[INSTRUCTIONS TO FOLLOW]
Among the lines below, some may contain the string "main". Say how many do, and give nothing besides the number.

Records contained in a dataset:
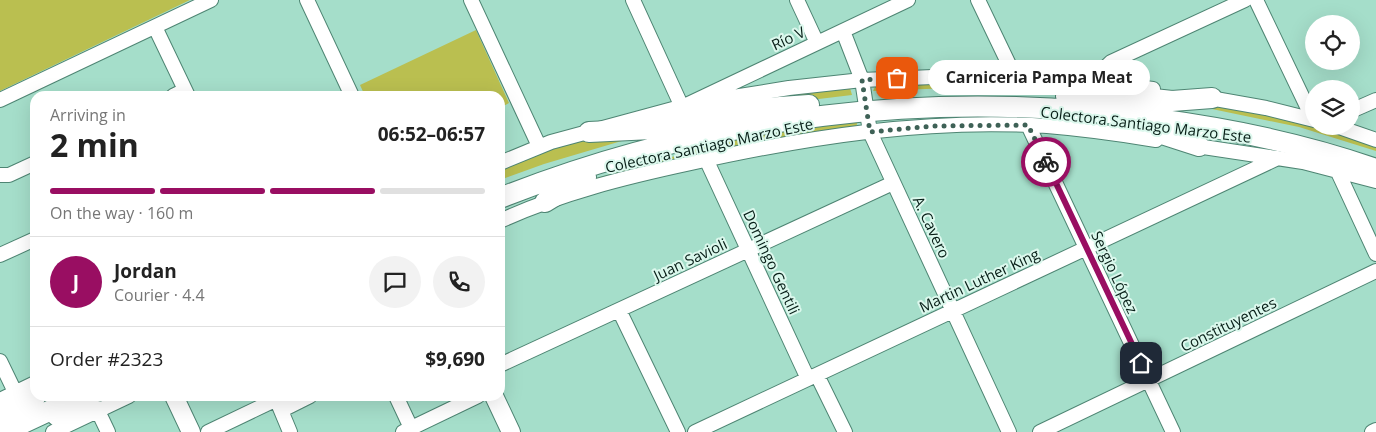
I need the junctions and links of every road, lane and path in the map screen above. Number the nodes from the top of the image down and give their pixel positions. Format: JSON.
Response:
{"nodes":[{"id":1,"x":210,"y":0,"type":"edge"},
{"id":2,"x":307,"y":0,"type":"edge"},
{"id":3,"x":471,"y":0,"type":"edge"},
{"id":4,"x":633,"y":0,"type":"edge"},
{"id":5,"x":797,"y":0,"type":"edge"},
{"id":6,"x":908,"y":0,"type":"edge"},
{"id":7,"x":978,"y":0,"type":"edge"},
{"id":8,"x":1245,"y":0,"type":"edge"},
{"id":9,"x":1256,"y":0,"type":"edge"},
{"id":10,"x":155,"y":26,"type":"junction"},
{"id":11,"x":843,"y":30,"type":"junction"},
{"id":12,"x":817,"y":43,"type":"junction"},
{"id":13,"x":1014,"y":75,"type":"junction"},
{"id":14,"x":1091,"y":80,"type":"junction"},
{"id":15,"x":181,"y":91,"type":"edge"},
{"id":16,"x":345,"y":91,"type":"edge"},
{"id":17,"x":1066,"y":96,"type":"junction"},
{"id":18,"x":864,"y":97,"type":"junction"},
{"id":19,"x":1212,"y":98,"type":"junction"},
{"id":20,"x":0,"y":100,"type":"edge"},
{"id":21,"x":1376,"y":100,"type":"edge"},
{"id":22,"x":1305,"y":103,"type":"edge"},
{"id":23,"x":809,"y":105,"type":"junction"},
{"id":24,"x":1004,"y":105,"type":"junction"},
{"id":25,"x":682,"y":107,"type":"junction"},
{"id":26,"x":1360,"y":107,"type":"edge"},
{"id":27,"x":1305,"y":118,"type":"edge"},
{"id":28,"x":1028,"y":125,"type":"junction"},
{"id":29,"x":589,"y":132,"type":"junction"},
{"id":30,"x":720,"y":132,"type":"junction"},
{"id":31,"x":870,"y":132,"type":"junction"},
{"id":32,"x":1360,"y":134,"type":"edge"},
{"id":33,"x":1376,"y":140,"type":"edge"},
{"id":34,"x":539,"y":146,"type":"junction"},
{"id":35,"x":1199,"y":146,"type":"junction"},
{"id":36,"x":1376,"y":157,"type":"edge"},
{"id":37,"x":1278,"y":158,"type":"junction"},
{"id":38,"x":505,"y":160,"type":"edge"},
{"id":39,"x":706,"y":160,"type":"junction"},
{"id":40,"x":30,"y":165,"type":"edge"},
{"id":41,"x":1376,"y":169,"type":"edge"},
{"id":42,"x":1337,"y":170,"type":"junction"},
{"id":43,"x":0,"y":175,"type":"edge"},
{"id":44,"x":1376,"y":181,"type":"edge"},
{"id":45,"x":893,"y":183,"type":"junction"},
{"id":46,"x":505,"y":184,"type":"edge"},
{"id":47,"x":505,"y":196,"type":"edge"},
{"id":48,"x":545,"y":202,"type":"junction"},
{"id":49,"x":505,"y":219,"type":"edge"},
{"id":50,"x":30,"y":241,"type":"edge"},
{"id":51,"x":1086,"y":248,"type":"junction"},
{"id":52,"x":748,"y":250,"type":"junction"},
{"id":53,"x":1376,"y":254,"type":"edge"},
{"id":54,"x":0,"y":255,"type":"edge"},
{"id":55,"x":1376,"y":271,"type":"edge"},
{"id":56,"x":619,"y":310,"type":"junction"},
{"id":57,"x":953,"y":311,"type":"junction"},
{"id":58,"x":0,"y":361,"type":"edge"},
{"id":59,"x":505,"y":363,"type":"edge"},
{"id":60,"x":813,"y":377,"type":"junction"},
{"id":61,"x":1149,"y":380,"type":"junction"},
{"id":62,"x":30,"y":385,"type":"edge"},
{"id":63,"x":15,"y":392,"type":"junction"},
{"id":64,"x":30,"y":399,"type":"edge"},
{"id":65,"x":0,"y":400,"type":"edge"},
{"id":66,"x":44,"y":401,"type":"edge"},
{"id":67,"x":70,"y":401,"type":"edge"},
{"id":68,"x":119,"y":401,"type":"edge"},
{"id":69,"x":176,"y":401,"type":"edge"},
{"id":70,"x":398,"y":401,"type":"edge"},
{"id":71,"x":468,"y":401,"type":"edge"},
{"id":72,"x":496,"y":401,"type":"edge"},
{"id":73,"x":278,"y":402,"type":"edge"},
{"id":74,"x":98,"y":411,"type":"junction"},
{"id":75,"x":0,"y":413,"type":"edge"},
{"id":76,"x":0,"y":422,"type":"edge"},
{"id":77,"x":407,"y":430,"type":"edge"},
{"id":78,"x":1376,"y":430,"type":"edge"},
{"id":79,"x":4,"y":432,"type":"edge"},
{"id":80,"x":24,"y":432,"type":"edge"},
{"id":81,"x":53,"y":432,"type":"edge"},
{"id":82,"x":108,"y":432,"type":"edge"},
{"id":83,"x":191,"y":432,"type":"edge"},
{"id":84,"x":208,"y":432,"type":"edge"},
{"id":85,"x":290,"y":432,"type":"edge"},
{"id":86,"x":511,"y":432,"type":"edge"},
{"id":87,"x":678,"y":432,"type":"edge"},
{"id":88,"x":695,"y":432,"type":"edge"},
{"id":89,"x":845,"y":432,"type":"edge"},
{"id":90,"x":1010,"y":432,"type":"edge"},
{"id":91,"x":1040,"y":432,"type":"edge"},
{"id":92,"x":1173,"y":432,"type":"edge"},
{"id":93,"x":1372,"y":432,"type":"edge"}],
"edges":[{"from":1,"to":10,"type":"street"},
{"from":2,"to":16,"type":"street"},
{"from":3,"to":34,"type":"street"},
{"from":4,"to":25,"type":"street"},
{"from":5,"to":12,"type":"street"},
{"from":6,"to":11,"type":"street","name":"Río V"},
{"from":7,"to":13,"type":"street"},
{"from":8,"to":14,"type":"street"},
{"from":9,"to":22,"type":"street"},
{"from":10,"to":15,"type":"street"},
{"from":10,"to":20,"type":"street"},
{"from":11,"to":12,"type":"street","name":"Río V"},
{"from":11,"to":18,"type":"street","name":"A. Cavero"},
{"from":12,"to":25,"type":"street","name":"Río V"},
{"from":13,"to":14,"type":"street"},
{"from":13,"to":18,"type":"street"},
{"from":14,"to":19,"type":"street"},
{"from":17,"to":18,"type":"highway"},
{"from":17,"to":19,"type":"highway"},
{"from":17,"to":36,"type":"highway"},
{"from":18,"to":23,"type":"highway"},
{"from":18,"to":24,"type":"highway"},
{"from":18,"to":25,"type":"street"},
{"from":18,"to":30,"type":"highway"},
{"from":18,"to":31,"type":"street","name":"A. Cavero"},
{"from":19,"to":27,"type":"street"},
{"from":21,"to":26,"type":"street"},
{"from":23,"to":29,"type":"highway"},
{"from":23,"to":46,"type":"highway"},
{"from":24,"to":35,"type":"highway"},
{"from":24,"to":41,"type":"highway"},
{"from":25,"to":29,"type":"street"},
{"from":28,"to":31,"type":"street","name":"Colectora Santiago Marzo Este"},
{"from":28,"to":35,"type":"street","name":"Colectora Santiago Marzo Este"},
{"from":28,"to":51,"type":"street","name":"Sergio López"},
{"from":29,"to":34,"type":"street"},
{"from":30,"to":47,"type":"highway"},
{"from":30,"to":48,"type":"highway"},
{"from":31,"to":39,"type":"street","name":"Colectora Santiago Marzo Este"},
{"from":31,"to":45,"type":"street","name":"A. Cavero"},
{"from":32,"to":33,"type":"street"},
{"from":34,"to":38,"type":"street"},
{"from":35,"to":37,"type":"street","name":"Colectora Santiago Marzo Este"},
{"from":37,"to":42,"type":"street","name":"Colectora Santiago Marzo Este"},
{"from":37,"to":51,"type":"street","name":"Martin Luther King"},
{"from":39,"to":48,"type":"street","name":"Colectora Santiago Marzo Este"},
{"from":39,"to":52,"type":"street","name":"Domingo Gentili"},
{"from":40,"to":43,"type":"street"},
{"from":42,"to":44,"type":"street","name":"Colectora Santiago Marzo Este"},
{"from":42,"to":53,"type":"street"},
{"from":45,"to":52,"type":"street","name":"Juan Savioli"},
{"from":45,"to":57,"type":"street","name":"A. Cavero"},
{"from":48,"to":49,"type":"street","name":"Colectora Santiago Marzo Este"},
{"from":50,"to":54,"type":"street"},
{"from":51,"to":57,"type":"street","name":"Martin Luther King"},
{"from":51,"to":61,"type":"street","name":"Sergio López"},
{"from":52,"to":56,"type":"street","name":"Juan Savioli"},
{"from":52,"to":60,"type":"street","name":"Domingo Gentili"},
{"from":55,"to":61,"type":"street","name":"Constituyentes"},
{"from":56,"to":59,"type":"street","name":"Juan Savioli"},
{"from":56,"to":87,"type":"street"},
{"from":57,"to":60,"type":"street","name":"Martin Luther King"},
{"from":57,"to":90,"type":"street","name":"A. Cavero"},
{"from":58,"to":63,"type":"street"},
{"from":60,"to":88,"type":"street","name":"Martin Luther King"},
{"from":60,"to":89,"type":"street","name":"Domingo Gentili"},
{"from":61,"to":91,"type":"street","name":"Constituyentes"},
{"from":61,"to":92,"type":"street","name":"Sergio López"},
{"from":62,"to":63,"type":"street"},
{"from":63,"to":65,"type":"street"},
{"from":64,"to":75,"type":"highway"},
{"from":66,"to":76,"type":"highway"},
{"from":67,"to":79,"type":"highway"},
{"from":68,"to":74,"type":"street"},
{"from":69,"to":83,"type":"main road"},
{"from":70,"to":77,"type":"street"},
{"from":71,"to":77,"type":"street"},
{"from":72,"to":86,"type":"main road"},
{"from":73,"to":84,"type":"street"},
{"from":73,"to":85,"type":"street"},
{"from":74,"to":80,"type":"highway"},
{"from":74,"to":81,"type":"street"},
{"from":74,"to":82,"type":"street"},
{"from":78,"to":93,"type":"street"}]}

[RESULT OF THE EXERCISE]
2